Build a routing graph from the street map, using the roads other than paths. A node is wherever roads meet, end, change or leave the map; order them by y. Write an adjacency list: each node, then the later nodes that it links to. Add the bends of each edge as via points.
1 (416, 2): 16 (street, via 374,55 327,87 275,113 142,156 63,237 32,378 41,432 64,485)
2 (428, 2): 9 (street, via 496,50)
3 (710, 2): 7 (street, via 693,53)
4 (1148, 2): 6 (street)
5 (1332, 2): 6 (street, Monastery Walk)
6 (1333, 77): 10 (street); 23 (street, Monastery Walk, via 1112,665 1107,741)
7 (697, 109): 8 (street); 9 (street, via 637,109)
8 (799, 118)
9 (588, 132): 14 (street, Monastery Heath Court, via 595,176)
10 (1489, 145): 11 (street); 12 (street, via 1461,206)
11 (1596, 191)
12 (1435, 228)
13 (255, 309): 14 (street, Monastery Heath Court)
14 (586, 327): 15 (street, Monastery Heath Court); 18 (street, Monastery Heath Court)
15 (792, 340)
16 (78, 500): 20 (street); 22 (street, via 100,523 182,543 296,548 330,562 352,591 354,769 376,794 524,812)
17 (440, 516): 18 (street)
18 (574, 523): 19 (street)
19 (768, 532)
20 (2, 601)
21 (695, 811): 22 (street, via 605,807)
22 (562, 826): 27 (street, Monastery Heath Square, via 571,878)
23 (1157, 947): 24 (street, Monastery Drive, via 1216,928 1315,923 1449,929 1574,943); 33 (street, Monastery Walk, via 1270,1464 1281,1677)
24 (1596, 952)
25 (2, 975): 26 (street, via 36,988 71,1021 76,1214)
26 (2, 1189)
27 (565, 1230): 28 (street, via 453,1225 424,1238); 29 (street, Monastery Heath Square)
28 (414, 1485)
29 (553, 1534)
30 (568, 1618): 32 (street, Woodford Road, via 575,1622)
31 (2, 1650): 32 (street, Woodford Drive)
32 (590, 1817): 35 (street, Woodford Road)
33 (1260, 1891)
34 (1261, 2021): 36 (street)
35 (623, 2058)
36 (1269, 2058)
○ ○ ○ ○
* _WORK TO BE COMPLETED_: In the entries above, find each line with the string "Monastery" and copy it.

* _SOLUTION_:
5 (1332, 2): 6 (street, Monastery Walk)
6 (1333, 77): 10 (street); 23 (street, Monastery Walk, via 1112,665 1107,741)
9 (588, 132): 14 (street, Monastery Heath Court, via 595,176)
13 (255, 309): 14 (street, Monastery Heath Court)
14 (586, 327): 15 (street, Monastery Heath Court); 18 (street, Monastery Heath Court)
22 (562, 826): 27 (street, Monastery Heath Square, via 571,878)
23 (1157, 947): 24 (street, Monastery Drive, via 1216,928 1315,923 1449,929 1574,943); 33 (street, Monastery Walk, via 1270,1464 1281,1677)
27 (565, 1230): 28 (street, via 453,1225 424,1238); 29 (street, Monastery Heath Square)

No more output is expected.